Task directions> Copy out each line of the material below that holds the string "Jeffery".

Records supplied>
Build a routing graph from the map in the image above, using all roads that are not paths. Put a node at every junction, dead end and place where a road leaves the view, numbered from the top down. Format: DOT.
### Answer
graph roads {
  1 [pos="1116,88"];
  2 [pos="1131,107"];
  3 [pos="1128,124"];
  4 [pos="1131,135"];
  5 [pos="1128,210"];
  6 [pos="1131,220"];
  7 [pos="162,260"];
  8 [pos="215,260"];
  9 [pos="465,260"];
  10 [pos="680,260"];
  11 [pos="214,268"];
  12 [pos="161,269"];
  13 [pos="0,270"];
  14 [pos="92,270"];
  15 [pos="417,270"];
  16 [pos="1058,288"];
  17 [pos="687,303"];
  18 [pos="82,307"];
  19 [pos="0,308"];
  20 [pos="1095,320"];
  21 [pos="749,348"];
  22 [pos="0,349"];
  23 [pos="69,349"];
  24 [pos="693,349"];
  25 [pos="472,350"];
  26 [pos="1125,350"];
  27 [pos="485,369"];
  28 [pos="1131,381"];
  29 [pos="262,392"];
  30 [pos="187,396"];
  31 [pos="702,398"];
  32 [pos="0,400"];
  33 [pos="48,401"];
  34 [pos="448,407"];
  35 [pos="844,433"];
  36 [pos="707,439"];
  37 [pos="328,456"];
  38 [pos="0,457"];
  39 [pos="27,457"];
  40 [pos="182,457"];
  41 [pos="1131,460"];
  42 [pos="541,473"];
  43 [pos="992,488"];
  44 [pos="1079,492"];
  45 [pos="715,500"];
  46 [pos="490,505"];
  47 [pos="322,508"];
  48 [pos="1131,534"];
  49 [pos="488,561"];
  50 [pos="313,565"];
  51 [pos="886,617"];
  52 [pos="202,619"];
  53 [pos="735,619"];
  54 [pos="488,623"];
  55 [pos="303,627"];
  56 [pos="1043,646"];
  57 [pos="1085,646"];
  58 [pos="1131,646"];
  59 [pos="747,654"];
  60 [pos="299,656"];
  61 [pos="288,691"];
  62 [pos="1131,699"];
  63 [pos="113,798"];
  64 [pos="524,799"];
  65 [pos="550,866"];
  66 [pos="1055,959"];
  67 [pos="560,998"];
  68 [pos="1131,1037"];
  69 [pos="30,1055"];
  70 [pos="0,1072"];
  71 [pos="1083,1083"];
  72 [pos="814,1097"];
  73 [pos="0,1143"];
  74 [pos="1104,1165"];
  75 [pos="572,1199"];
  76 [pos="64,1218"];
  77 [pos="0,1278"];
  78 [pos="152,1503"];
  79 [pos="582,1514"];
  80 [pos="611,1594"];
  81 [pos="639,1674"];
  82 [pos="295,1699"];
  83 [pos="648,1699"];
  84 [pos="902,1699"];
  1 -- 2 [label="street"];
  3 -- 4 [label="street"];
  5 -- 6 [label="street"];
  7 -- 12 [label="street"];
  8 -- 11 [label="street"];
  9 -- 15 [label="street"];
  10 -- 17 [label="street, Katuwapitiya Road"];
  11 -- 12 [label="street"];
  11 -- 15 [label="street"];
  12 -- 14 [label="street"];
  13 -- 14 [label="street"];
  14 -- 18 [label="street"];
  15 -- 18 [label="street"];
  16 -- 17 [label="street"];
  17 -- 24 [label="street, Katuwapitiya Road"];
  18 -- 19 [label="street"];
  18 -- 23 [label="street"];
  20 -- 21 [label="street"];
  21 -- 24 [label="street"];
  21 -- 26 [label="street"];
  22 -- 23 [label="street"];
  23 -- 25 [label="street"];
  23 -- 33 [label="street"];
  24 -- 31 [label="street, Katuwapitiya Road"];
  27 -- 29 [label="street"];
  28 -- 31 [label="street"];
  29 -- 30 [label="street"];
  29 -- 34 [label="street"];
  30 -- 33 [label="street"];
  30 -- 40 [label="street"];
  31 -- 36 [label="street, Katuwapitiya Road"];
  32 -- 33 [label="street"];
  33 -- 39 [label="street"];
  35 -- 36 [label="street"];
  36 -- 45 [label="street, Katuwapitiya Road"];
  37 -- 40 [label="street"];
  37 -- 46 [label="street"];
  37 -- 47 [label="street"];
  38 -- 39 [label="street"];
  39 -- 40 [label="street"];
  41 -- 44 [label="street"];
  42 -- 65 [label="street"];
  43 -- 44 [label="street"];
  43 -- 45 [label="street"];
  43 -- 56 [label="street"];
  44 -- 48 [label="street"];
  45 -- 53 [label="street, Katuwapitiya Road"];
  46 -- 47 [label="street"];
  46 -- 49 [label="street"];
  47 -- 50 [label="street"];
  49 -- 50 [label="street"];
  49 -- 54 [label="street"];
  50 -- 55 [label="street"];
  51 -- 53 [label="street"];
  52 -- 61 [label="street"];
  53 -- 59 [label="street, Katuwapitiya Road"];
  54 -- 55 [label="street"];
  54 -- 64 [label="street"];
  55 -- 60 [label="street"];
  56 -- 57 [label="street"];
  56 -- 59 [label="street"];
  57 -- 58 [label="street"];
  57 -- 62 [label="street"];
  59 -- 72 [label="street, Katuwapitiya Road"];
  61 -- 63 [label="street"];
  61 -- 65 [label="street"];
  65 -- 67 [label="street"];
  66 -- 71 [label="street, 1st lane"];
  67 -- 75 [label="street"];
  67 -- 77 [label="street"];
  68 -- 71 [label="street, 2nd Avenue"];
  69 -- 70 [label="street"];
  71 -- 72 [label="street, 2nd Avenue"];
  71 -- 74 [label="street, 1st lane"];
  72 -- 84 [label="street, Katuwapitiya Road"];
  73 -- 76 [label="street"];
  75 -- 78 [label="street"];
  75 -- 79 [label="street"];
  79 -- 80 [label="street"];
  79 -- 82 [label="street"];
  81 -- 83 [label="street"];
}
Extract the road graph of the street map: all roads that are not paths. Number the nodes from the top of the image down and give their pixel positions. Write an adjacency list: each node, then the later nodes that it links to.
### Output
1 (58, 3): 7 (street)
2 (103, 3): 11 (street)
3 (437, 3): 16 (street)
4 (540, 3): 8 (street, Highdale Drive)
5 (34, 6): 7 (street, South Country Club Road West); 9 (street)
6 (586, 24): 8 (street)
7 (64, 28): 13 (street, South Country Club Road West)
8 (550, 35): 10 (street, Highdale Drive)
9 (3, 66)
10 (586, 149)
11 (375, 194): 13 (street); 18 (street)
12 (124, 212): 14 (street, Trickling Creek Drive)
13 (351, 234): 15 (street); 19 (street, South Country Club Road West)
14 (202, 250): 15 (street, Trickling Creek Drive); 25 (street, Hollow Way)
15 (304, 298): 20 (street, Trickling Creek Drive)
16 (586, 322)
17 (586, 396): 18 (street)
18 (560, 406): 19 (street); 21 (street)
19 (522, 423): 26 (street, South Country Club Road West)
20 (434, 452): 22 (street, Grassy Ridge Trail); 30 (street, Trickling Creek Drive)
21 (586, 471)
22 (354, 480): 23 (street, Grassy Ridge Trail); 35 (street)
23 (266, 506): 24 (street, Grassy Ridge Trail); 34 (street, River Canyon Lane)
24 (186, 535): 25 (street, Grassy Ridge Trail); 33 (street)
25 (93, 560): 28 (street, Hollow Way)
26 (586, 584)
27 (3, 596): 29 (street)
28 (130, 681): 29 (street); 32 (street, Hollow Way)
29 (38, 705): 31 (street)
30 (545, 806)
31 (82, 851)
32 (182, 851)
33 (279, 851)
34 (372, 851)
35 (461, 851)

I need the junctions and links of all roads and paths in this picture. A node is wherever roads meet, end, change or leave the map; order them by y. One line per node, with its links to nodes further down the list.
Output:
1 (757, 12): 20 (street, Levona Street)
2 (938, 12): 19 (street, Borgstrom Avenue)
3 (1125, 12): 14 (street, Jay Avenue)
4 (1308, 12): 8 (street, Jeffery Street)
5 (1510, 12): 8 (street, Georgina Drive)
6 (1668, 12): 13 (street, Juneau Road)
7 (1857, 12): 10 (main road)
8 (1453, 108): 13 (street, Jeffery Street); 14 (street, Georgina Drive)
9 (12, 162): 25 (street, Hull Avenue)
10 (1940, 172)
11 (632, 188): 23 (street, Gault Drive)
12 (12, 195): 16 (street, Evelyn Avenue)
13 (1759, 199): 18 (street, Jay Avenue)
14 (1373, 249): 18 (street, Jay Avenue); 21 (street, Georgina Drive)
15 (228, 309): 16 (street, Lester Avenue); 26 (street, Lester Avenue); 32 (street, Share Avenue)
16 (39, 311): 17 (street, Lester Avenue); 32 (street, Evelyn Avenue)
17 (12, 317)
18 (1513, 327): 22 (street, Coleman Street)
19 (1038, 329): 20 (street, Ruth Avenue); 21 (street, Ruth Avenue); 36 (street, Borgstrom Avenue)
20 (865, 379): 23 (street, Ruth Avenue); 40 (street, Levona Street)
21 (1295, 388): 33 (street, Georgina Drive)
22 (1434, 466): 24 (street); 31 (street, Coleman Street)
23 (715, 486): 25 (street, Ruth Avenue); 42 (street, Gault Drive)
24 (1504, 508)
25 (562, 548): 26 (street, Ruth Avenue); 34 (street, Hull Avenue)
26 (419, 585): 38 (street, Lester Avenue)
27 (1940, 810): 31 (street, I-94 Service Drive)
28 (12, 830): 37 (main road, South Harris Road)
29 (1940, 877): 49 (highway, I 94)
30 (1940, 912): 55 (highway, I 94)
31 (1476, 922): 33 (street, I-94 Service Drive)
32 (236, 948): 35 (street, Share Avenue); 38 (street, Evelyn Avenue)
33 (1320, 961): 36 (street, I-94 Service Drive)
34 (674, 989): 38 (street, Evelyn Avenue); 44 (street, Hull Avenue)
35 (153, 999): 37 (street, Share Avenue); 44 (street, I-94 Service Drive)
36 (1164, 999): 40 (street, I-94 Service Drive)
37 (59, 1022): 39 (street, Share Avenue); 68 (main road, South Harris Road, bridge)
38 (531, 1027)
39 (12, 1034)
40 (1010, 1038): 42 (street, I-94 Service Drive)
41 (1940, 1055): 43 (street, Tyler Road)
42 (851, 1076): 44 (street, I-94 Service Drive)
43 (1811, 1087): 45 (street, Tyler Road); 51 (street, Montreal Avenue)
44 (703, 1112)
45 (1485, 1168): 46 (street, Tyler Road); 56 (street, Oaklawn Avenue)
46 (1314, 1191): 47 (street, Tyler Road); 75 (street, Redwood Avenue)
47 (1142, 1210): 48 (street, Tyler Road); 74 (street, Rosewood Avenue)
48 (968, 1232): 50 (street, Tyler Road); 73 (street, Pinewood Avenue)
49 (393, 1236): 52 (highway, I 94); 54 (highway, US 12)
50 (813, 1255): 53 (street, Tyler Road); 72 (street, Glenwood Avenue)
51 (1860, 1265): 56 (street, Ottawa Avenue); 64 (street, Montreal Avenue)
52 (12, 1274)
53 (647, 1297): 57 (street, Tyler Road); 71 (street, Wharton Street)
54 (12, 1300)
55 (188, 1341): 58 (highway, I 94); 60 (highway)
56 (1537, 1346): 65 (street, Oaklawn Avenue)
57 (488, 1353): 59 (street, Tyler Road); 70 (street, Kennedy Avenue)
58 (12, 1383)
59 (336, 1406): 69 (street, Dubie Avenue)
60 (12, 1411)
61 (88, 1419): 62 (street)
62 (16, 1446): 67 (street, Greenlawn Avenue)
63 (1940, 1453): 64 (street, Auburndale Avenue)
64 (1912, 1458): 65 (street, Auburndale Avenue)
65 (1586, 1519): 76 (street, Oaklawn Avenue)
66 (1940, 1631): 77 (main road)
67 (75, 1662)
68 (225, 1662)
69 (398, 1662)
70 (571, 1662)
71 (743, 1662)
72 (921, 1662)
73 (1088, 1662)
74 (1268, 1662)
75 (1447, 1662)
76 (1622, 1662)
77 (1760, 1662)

Answer box>
4 (1308, 12): 8 (street, Jeffery Street)
8 (1453, 108): 13 (street, Jeffery Street); 14 (street, Georgina Drive)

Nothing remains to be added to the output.